Mo was a phenom as a child, easily winning at national events which Cram and co had struggled at at similar ages, but he stagnated in his early 20's. He was not a part of a consistent group in those early years. He had his own coach, but he was nomadic. He was weak, couldn't sprint, but showed tremendous talent. I want to say it was Malmo who talked on here about Mo breaking 13 off minimal training (and possibly while sick, I forget?) in 2010 in Switzerland which was the point his then-coach started to believe he could be a world beater.

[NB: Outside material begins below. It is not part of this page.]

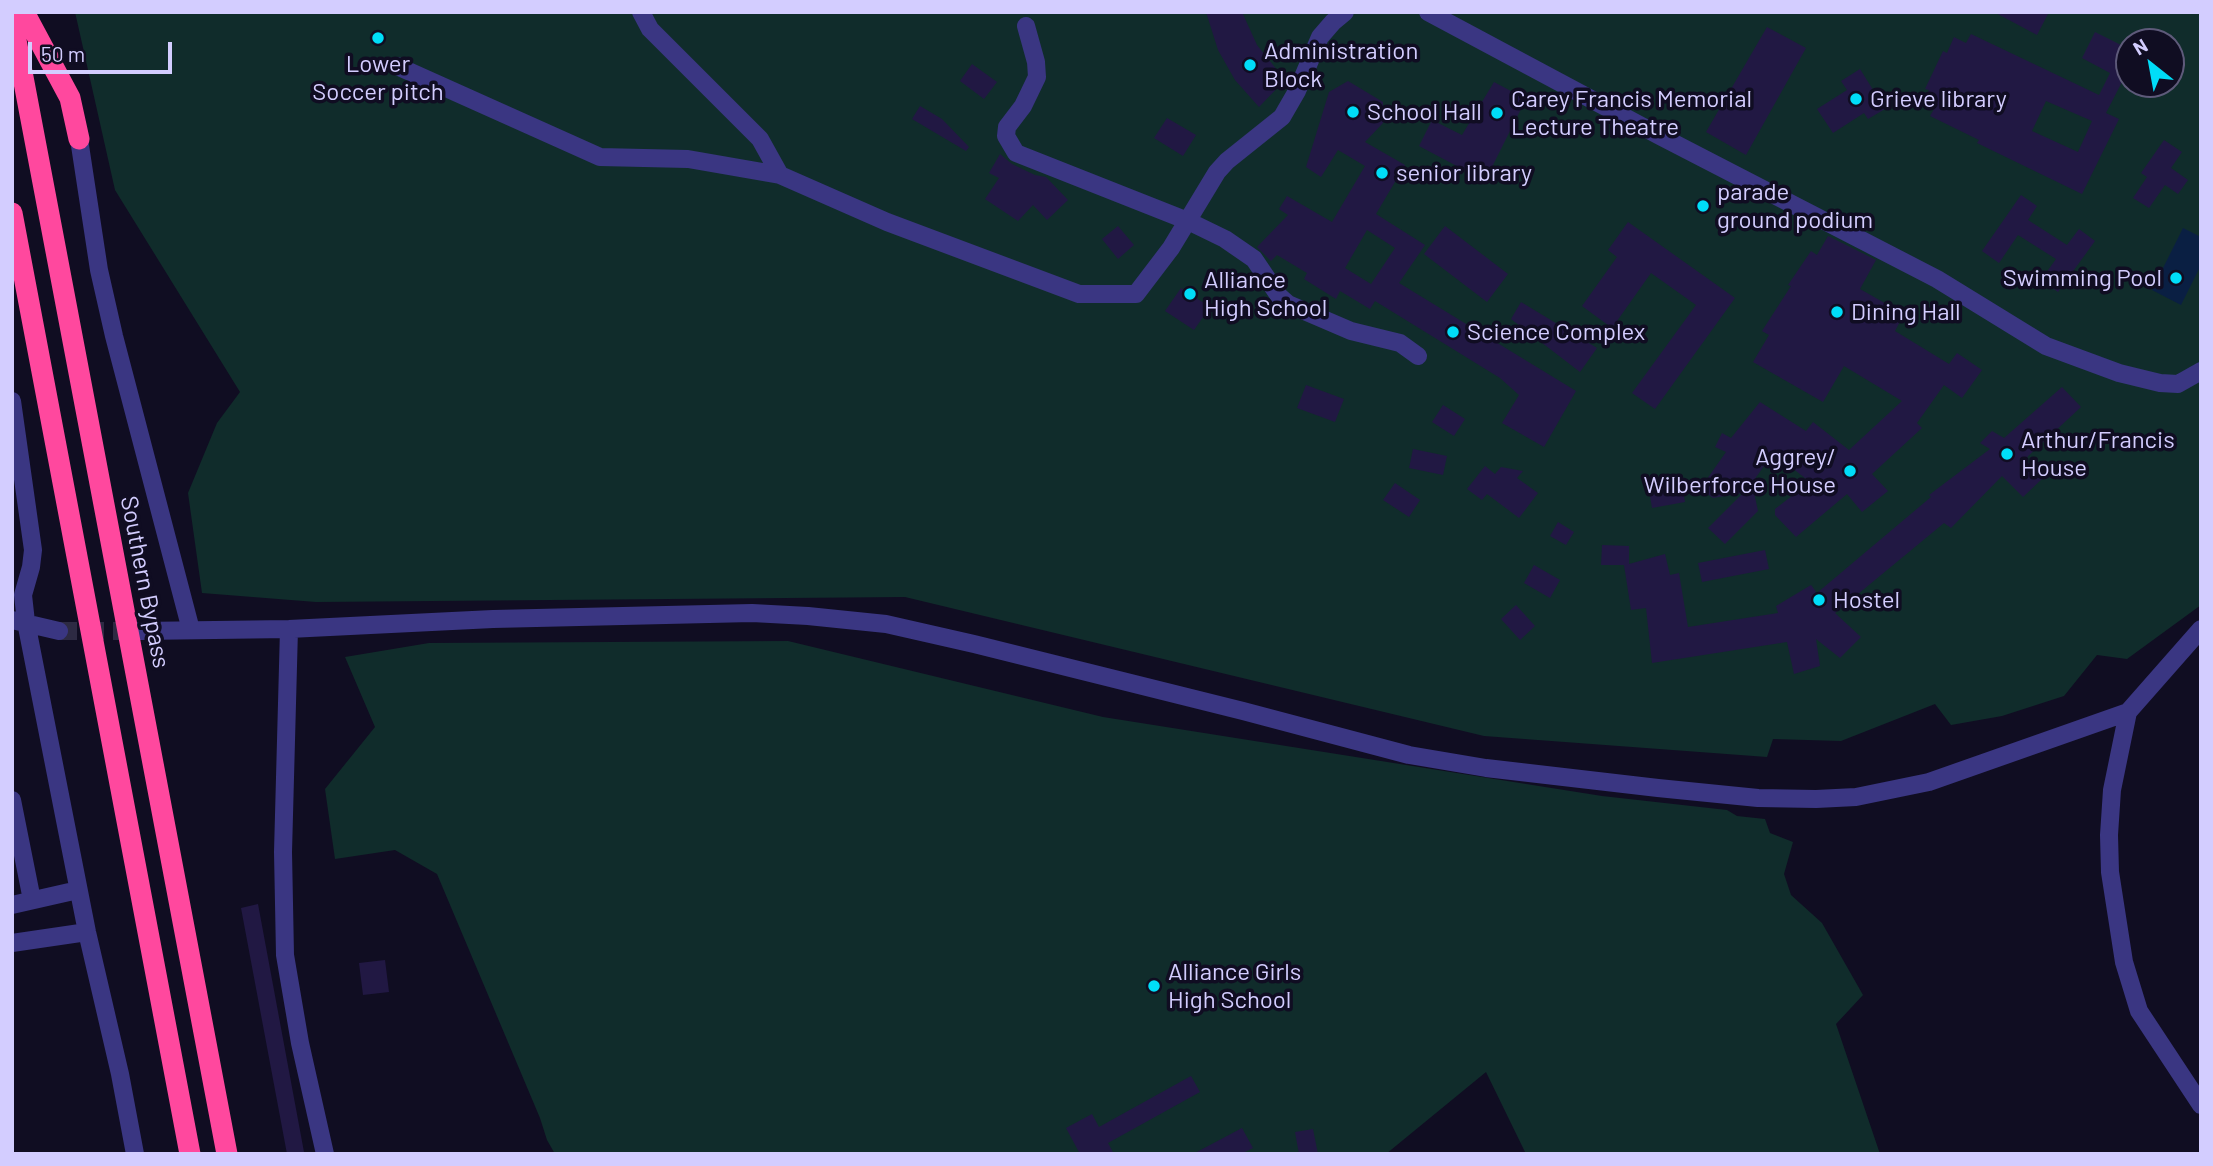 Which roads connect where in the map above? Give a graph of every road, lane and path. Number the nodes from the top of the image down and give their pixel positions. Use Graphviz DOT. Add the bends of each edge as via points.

At the same time he was heavy. Before Farah went to Al Sal, he was competing at 58kg and had no muscle tone. Under Al Sal at age 27 came the bespoke strength programme, through which he went down to 52kg (lots of caveats from Fudge and Salazar out there about doing this carefully; you can make your own assumptions). But keep in mind, once again, that he was already a sub 13 guy, maybe a 12:50 guy on the right day, when he came to Salazar. And that was accomplished in an era when sub 13 was still something special, and he was doing it raw. Massive talent.
The weights and sprint emphasis in addition to the removal of 4-6 kg can't be understated. Salazar focused on marginal gains in ways other coaches did not at the time. He needed world beaters who could stay lean AND flat-out sprint. This meant real weight training. Look at Sifan's similar body change through the same tactics.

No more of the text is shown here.